Ethereum’s X-Factor Will Salvage It from the ETH Crash
Ethereum’s unique moat is its ability to create demand for its cryptocoin from within, unlike other crypto coins, which rely on external user adoption. The applications created on its platform require Ethereum’s native token “ether” to be used for transactions.
We saw a demo of it when “CrytoKitties” was launched last year—an Ethereum-based game where players could trade rare cartoon cats in exchange for money (read: ether). The game’s overnight popularity caused a pop in ETH prices.
Ethereum provides users with countless such use-cases, inviting them to use ether. Compare it with Bitcoin or other similar cryptocurrencies, which have exactly one use-case—that is, to be used as a mode of payments. They must rely on individuals and merchants to drive their demand.
This is why ETH prices have been better able to withstand the selling pressure. You can gauge it by comparing the market value shed by the top three cryptocurrencies during the crash.
Chart courtesy of TradingView.com
Despite the crash, Ethereum is still up nearly 30% this year. The cherry on top is that big global corporations are now taking interest in Ethereum’s use-cases. Put alternatively, these real-world businesses may be further driving demand for ether.
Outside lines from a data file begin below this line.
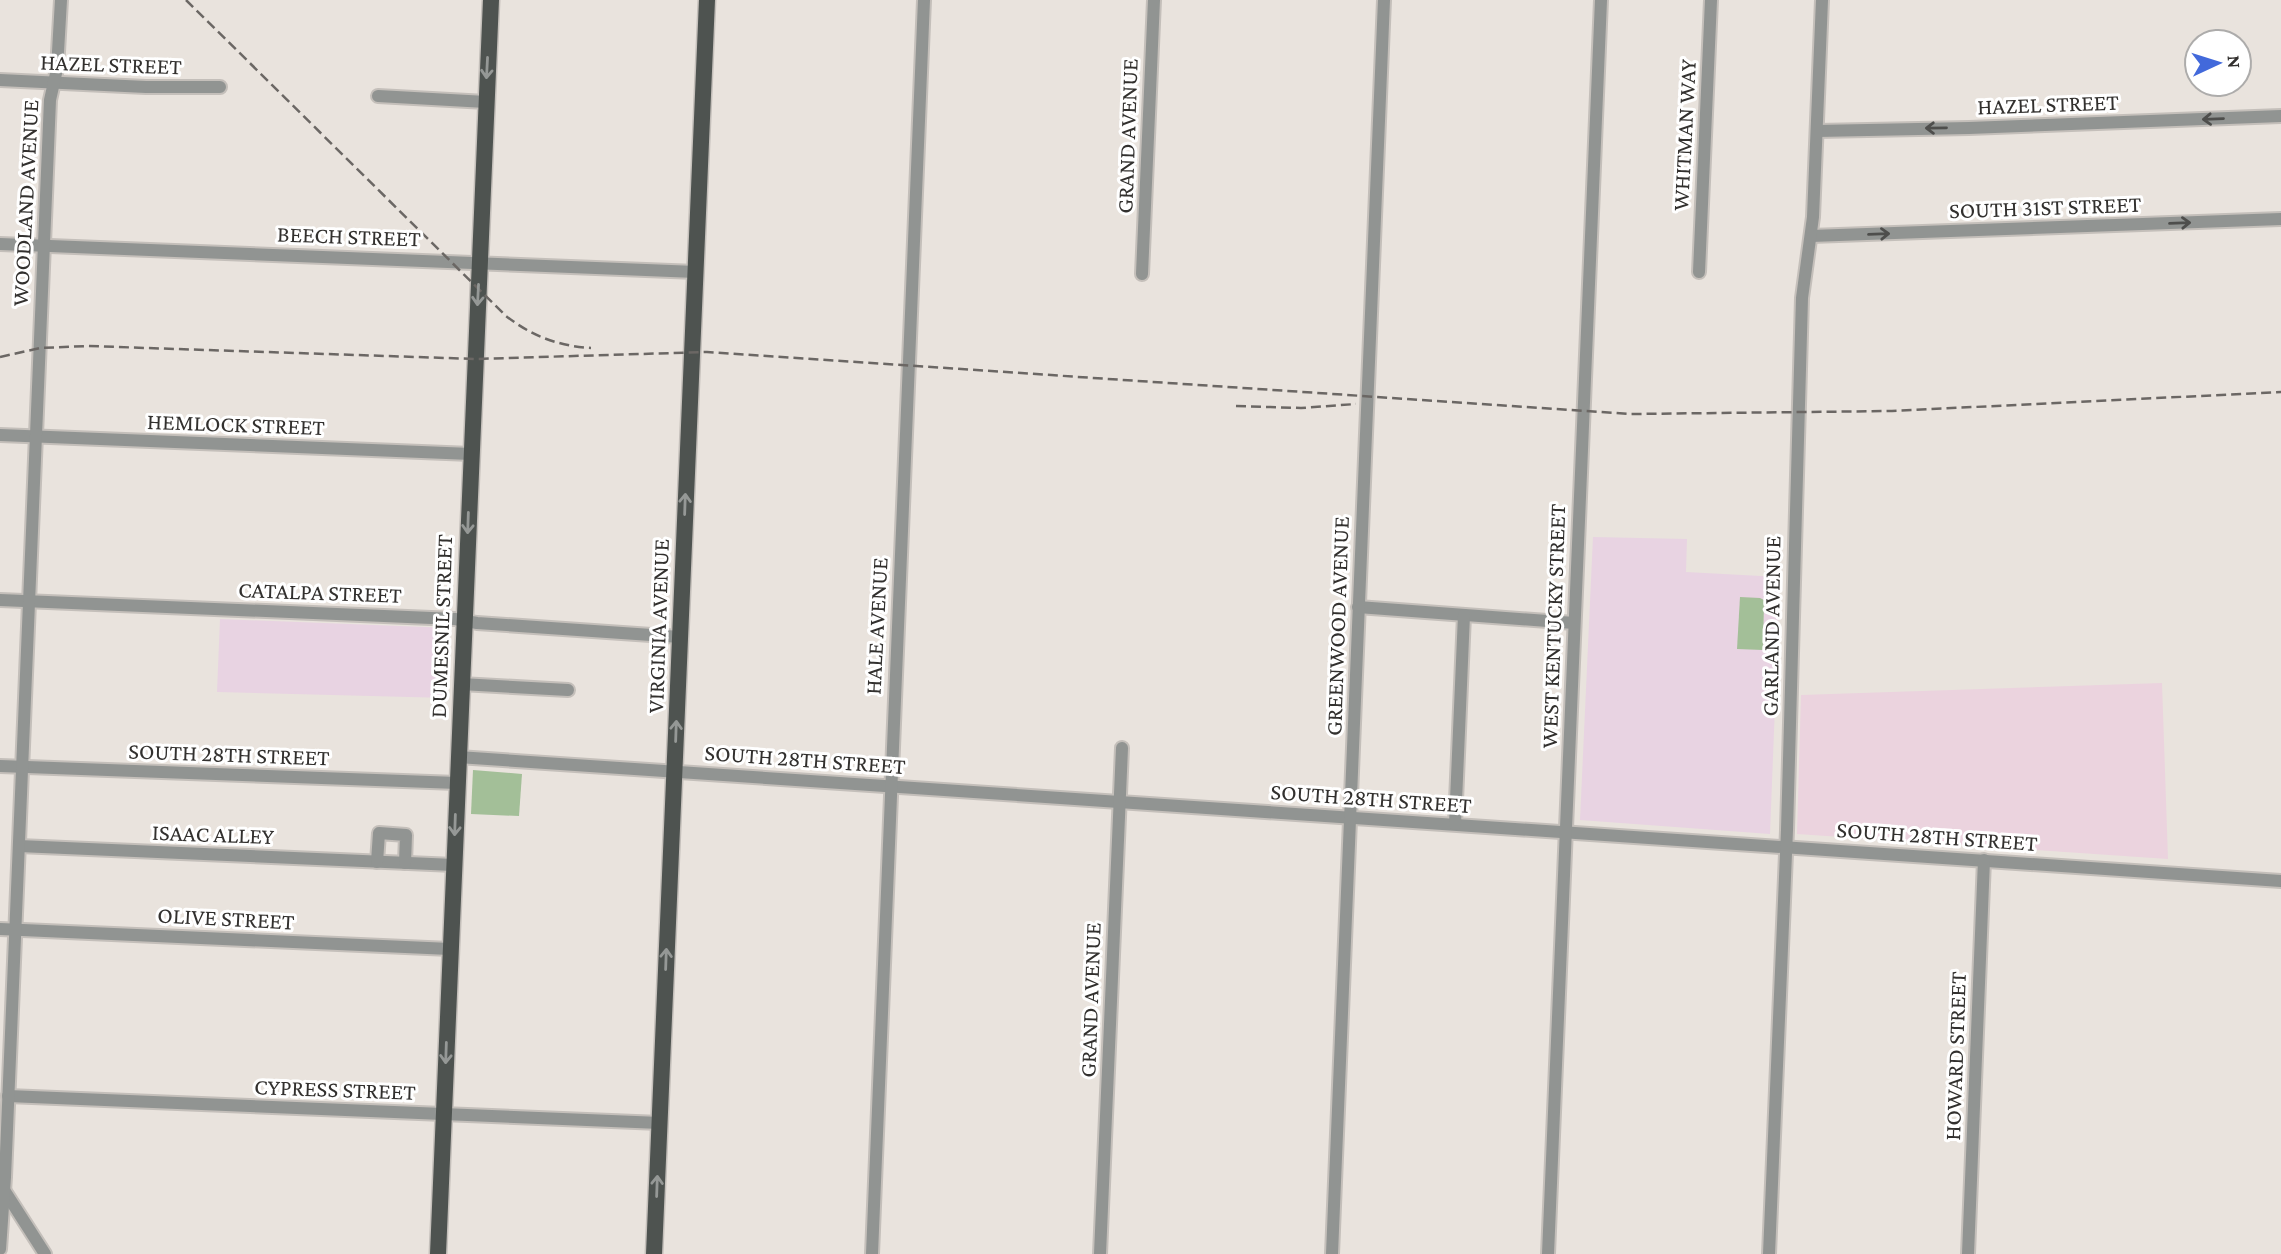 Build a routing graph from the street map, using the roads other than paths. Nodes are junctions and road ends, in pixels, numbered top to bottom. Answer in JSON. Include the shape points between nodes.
{"nodes":[{"id":1,"x":61,"y":0,"type":"edge"},
{"id":2,"x":491,"y":0,"type":"edge"},
{"id":3,"x":707,"y":0,"type":"edge"},
{"id":4,"x":924,"y":0,"type":"edge"},
{"id":5,"x":1154,"y":0,"type":"edge"},
{"id":6,"x":1384,"y":0,"type":"edge"},
{"id":7,"x":1601,"y":0,"type":"edge"},
{"id":8,"x":1711,"y":0,"type":"edge"},
{"id":9,"x":1822,"y":0,"type":"edge"},
{"id":10,"x":0,"y":80,"type":"edge"},
{"id":11,"x":54,"y":83,"type":"junction"},
{"id":12,"x":220,"y":88,"type":"dead end"},
{"id":13,"x":378,"y":96,"type":"dead end"},
{"id":14,"x":486,"y":102,"type":"junction"},
{"id":15,"x":2281,"y":116,"type":"edge"},
{"id":16,"x":1817,"y":131,"type":"junction"},
{"id":17,"x":2281,"y":219,"type":"edge"},
{"id":18,"x":1811,"y":236,"type":"junction"},
{"id":19,"x":0,"y":244,"type":"edge"},
{"id":20,"x":44,"y":245,"type":"junction"},
{"id":21,"x":480,"y":263,"type":"junction"},
{"id":22,"x":696,"y":272,"type":"junction"},
{"id":23,"x":1699,"y":272,"type":"dead end"},
{"id":24,"x":1142,"y":274,"type":"dead end"},
{"id":25,"x":0,"y":435,"type":"edge"},
{"id":26,"x":36,"y":437,"type":"junction"},
{"id":27,"x":471,"y":454,"type":"junction"},
{"id":28,"x":0,"y":600,"type":"edge"},
{"id":29,"x":29,"y":601,"type":"junction"},
{"id":30,"x":1359,"y":607,"type":"junction"},
{"id":31,"x":1464,"y":615,"type":"junction"},
{"id":32,"x":464,"y":620,"type":"junction"},
{"id":33,"x":1574,"y":623,"type":"junction"},
{"id":34,"x":680,"y":637,"type":"junction"},
{"id":35,"x":461,"y":684,"type":"junction"},
{"id":36,"x":568,"y":690,"type":"dead end"},
{"id":37,"x":1122,"y":748,"type":"dead end"},
{"id":38,"x":458,"y":757,"type":"junction"},
{"id":39,"x":0,"y":766,"type":"edge"},
{"id":40,"x":22,"y":767,"type":"junction"},
{"id":41,"x":675,"y":772,"type":"junction"},
{"id":42,"x":457,"y":783,"type":"junction"},
{"id":43,"x":890,"y":786,"type":"junction"},
{"id":44,"x":1120,"y":802,"type":"junction"},
{"id":45,"x":1350,"y":817,"type":"junction"},
{"id":46,"x":1455,"y":824,"type":"junction"},
{"id":47,"x":1566,"y":832,"type":"junction"},
{"id":48,"x":19,"y":846,"type":"junction"},
{"id":49,"x":1786,"y":847,"type":"junction"},
{"id":50,"x":1984,"y":860,"type":"junction"},
{"id":51,"x":377,"y":862,"type":"junction"},
{"id":52,"x":405,"y":863,"type":"junction"},
{"id":53,"x":454,"y":865,"type":"junction"},
{"id":54,"x":2281,"y":881,"type":"edge"},
{"id":55,"x":0,"y":929,"type":"edge"},
{"id":56,"x":15,"y":929,"type":"junction"},
{"id":57,"x":450,"y":949,"type":"junction"},
{"id":58,"x":8,"y":1096,"type":"junction"},
{"id":59,"x":444,"y":1114,"type":"junction"},
{"id":60,"x":660,"y":1123,"type":"junction"},
{"id":61,"x":2,"y":1186,"type":"edge"},
{"id":62,"x":0,"y":1248,"type":"edge"},
{"id":63,"x":45,"y":1254,"type":"edge"},
{"id":64,"x":438,"y":1254,"type":"edge"},
{"id":65,"x":654,"y":1254,"type":"edge"},
{"id":66,"x":872,"y":1254,"type":"edge"},
{"id":67,"x":1100,"y":1254,"type":"edge"},
{"id":68,"x":1332,"y":1254,"type":"edge"},
{"id":69,"x":1548,"y":1254,"type":"edge"},
{"id":70,"x":1769,"y":1254,"type":"edge"},
{"id":71,"x":1968,"y":1254,"type":"edge"}],
"edges":[{"from":1,"to":11,"type":"street","name":"WOODLAND AVENUE"},
{"from":2,"to":14,"type":"main road","name":"DUMESNIL STREET","one_way":true},
{"from":3,"to":22,"type":"main road","name":"VIRGINIA AVENUE"},
{"from":4,"to":43,"type":"street","name":"HALE AVENUE"},
{"from":5,"to":24,"type":"street","name":"GRAND AVENUE"},
{"from":6,"to":30,"type":"street","name":"GREENWOOD AVENUE"},
{"from":7,"to":33,"type":"street","name":"WEST KENTUCKY STREET"},
{"from":8,"to":23,"type":"street","name":"WHITMAN WAY"},
{"from":9,"to":16,"type":"street","name":"GARLAND AVENUE"},
{"from":10,"to":11,"type":"street","name":"HAZEL STREET"},
{"from":11,"to":12,"type":"street","name":"HAZEL STREET"},
{"from":11,"to":20,"type":"street","name":"WOODLAND AVENUE"},
{"from":13,"to":14,"type":"street"},
{"from":14,"to":21,"type":"main road","name":"DUMESNIL STREET"},
{"from":15,"to":16,"type":"street","name":"HAZEL STREET","one_way":true},
{"from":16,"to":18,"type":"street","name":"GARLAND AVENUE"},
{"from":18,"to":17,"type":"street","name":"SOUTH 31ST STREET","one_way":true},
{"from":18,"to":49,"type":"street","name":"GARLAND AVENUE","via":[[1801,323]]},
{"from":19,"to":20,"type":"street","name":"BEECH STREET"},
{"from":20,"to":21,"type":"street","name":"BEECH STREET"},
{"from":20,"to":26,"type":"street","name":"WOODLAND AVENUE"},
{"from":21,"to":22,"type":"street","name":"BEECH STREET"},
{"from":21,"to":27,"type":"main road","name":"DUMESNIL STREET","one_way":true},
{"from":34,"to":22,"type":"main road","name":"VIRGINIA AVENUE","one_way":true},
{"from":25,"to":26,"type":"street","name":"HEMLOCK STREET"},
{"from":26,"to":27,"type":"street","name":"HEMLOCK STREET"},
{"from":26,"to":29,"type":"street","name":"WOODLAND AVENUE"},
{"from":27,"to":32,"type":"main road","name":"DUMESNIL STREET","one_way":true},
{"from":28,"to":29,"type":"street","name":"CATALPA STREET"},
{"from":29,"to":32,"type":"street","name":"CATALPA STREET"},
{"from":29,"to":40,"type":"street","name":"WOODLAND AVENUE"},
{"from":30,"to":31,"type":"street"},
{"from":30,"to":45,"type":"street","name":"GREENWOOD AVENUE"},
{"from":31,"to":33,"type":"street"},
{"from":31,"to":46,"type":"street"},
{"from":32,"to":34,"type":"street","name":"CATALPA STREET"},
{"from":32,"to":35,"type":"main road","name":"DUMESNIL STREET"},
{"from":33,"to":47,"type":"street","name":"WEST KENTUCKY STREET"},
{"from":41,"to":34,"type":"main road","name":"VIRGINIA AVENUE","one_way":true},
{"from":35,"to":36,"type":"street"},
{"from":35,"to":38,"type":"main road","name":"DUMESNIL STREET"},
{"from":37,"to":44,"type":"street","name":"GRAND AVENUE"},
{"from":38,"to":41,"type":"street","name":"SOUTH 28TH STREET"},
{"from":38,"to":42,"type":"main road","name":"DUMESNIL STREET"},
{"from":39,"to":40,"type":"street","name":"SOUTH 28TH STREET"},
{"from":40,"to":42,"type":"street","name":"SOUTH 28TH STREET"},
{"from":40,"to":48,"type":"street","name":"WOODLAND AVENUE"},
{"from":41,"to":43,"type":"street","name":"SOUTH 28TH STREET"},
{"from":60,"to":41,"type":"main road","name":"VIRGINIA AVENUE","one_way":true},
{"from":42,"to":53,"type":"main road","name":"DUMESNIL STREET","one_way":true},
{"from":43,"to":44,"type":"street","name":"SOUTH 28TH STREET"},
{"from":43,"to":66,"type":"street","name":"HALE AVENUE"},
{"from":44,"to":45,"type":"street","name":"SOUTH 28TH STREET"},
{"from":44,"to":67,"type":"street","name":"GRAND AVENUE"},
{"from":45,"to":46,"type":"street","name":"SOUTH 28TH STREET"},
{"from":45,"to":68,"type":"street","name":"GREENWOOD AVENUE"},
{"from":46,"to":47,"type":"street","name":"SOUTH 28TH STREET"},
{"from":47,"to":49,"type":"street","name":"SOUTH 28TH STREET"},
{"from":47,"to":69,"type":"street","name":"WEST KENTUCKY STREET"},
{"from":48,"to":51,"type":"street","name":"ISAAC ALLEY"},
{"from":48,"to":56,"type":"street","name":"WOODLAND AVENUE"},
{"from":49,"to":50,"type":"street","name":"SOUTH 28TH STREET"},
{"from":49,"to":70,"type":"street","name":"GARLAND AVENUE"},
{"from":50,"to":54,"type":"street","name":"SOUTH 28TH STREET"},
{"from":50,"to":71,"type":"street","name":"HOWARD STREET"},
{"from":51,"to":52,"type":"street","name":"ISAAC ALLEY"},
{"from":51,"to":52,"type":"street","via":[[379,834],[406,835]]},
{"from":52,"to":53,"type":"street","name":"ISAAC ALLEY"},
{"from":53,"to":57,"type":"main road","name":"DUMESNIL STREET"},
{"from":55,"to":56,"type":"street","name":"OLIVE STREET"},
{"from":56,"to":57,"type":"street","name":"OLIVE STREET"},
{"from":56,"to":58,"type":"street","name":"WOODLAND AVENUE"},
{"from":57,"to":59,"type":"main road","name":"DUMESNIL STREET","one_way":true},
{"from":58,"to":59,"type":"street","name":"CYPRESS STREET"},
{"from":58,"to":61,"type":"street","name":"WOODLAND AVENUE"},
{"from":59,"to":60,"type":"street","name":"CYPRESS STREET"},
{"from":59,"to":64,"type":"main road","name":"DUMESNIL STREET"},
{"from":65,"to":60,"type":"main road","name":"VIRGINIA AVENUE","one_way":true},
{"from":61,"to":62,"type":"street","name":"WOODLAND AVENUE"},
{"from":61,"to":63,"type":"street"}]}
Ethereum is forming corporate partnerships through the Enterprise Ethereum Alliance (EEA)—an initiative jointly undertaken by Ethereum developers and some global corporations to take Ethereum to the mainstream.
Notable names from the technology world that have become parties to the alliance include Microsoft Corporation (NASDAQ: MSFT), Intel Corporation (NASDAQ: INTC), and Cisco Systems, Inc. (NASDAQ: CSCO).
Banking industry giants are likewise taking a keen interest in its blockchain-based technology, which they may use for creating their own decentralized financial applications. Popular names that have joined hands with the EEA include JPMorgan Chase & Co. (NYSE: JPM), Credit Suisse, Barclays PLC (LON: BARC), and UBS Group AG (NYSE: UBS).
It’s worth pointing out here that the EEA is still in its early phase of development. It got its first Executive Director just yesterday. He promises to lead the EEA team from the front and form more constructive partnerships in the coming days. (Source: “Enterprise Ethereum Alliance Appoints First Executive Director,” CoinDesk, January 17, 2018.)
Long story short, I’m expecting Ethereum to see aggressive growth in the months to follow.
I may sound like a broken record repeating the same advice over and over, but I don’t see a better way to survive this cryptocurrency than by employing the simple formula of “HODLing”—that is, holding on to your coins for dear life. Rest assured that long-term investors will be the only survivors to emerge from this crypto carnage.
So if you’re a “HODLer,” the Ethereum crash would do you little damage. Ethereum’s utility as the Internet of cryptocurrencies, its unique ability to drive demand for ETH from within its network, and its ongoing partnerships with leading enterprises are three solid reasons to “HODL” this cryptocoin for the long run.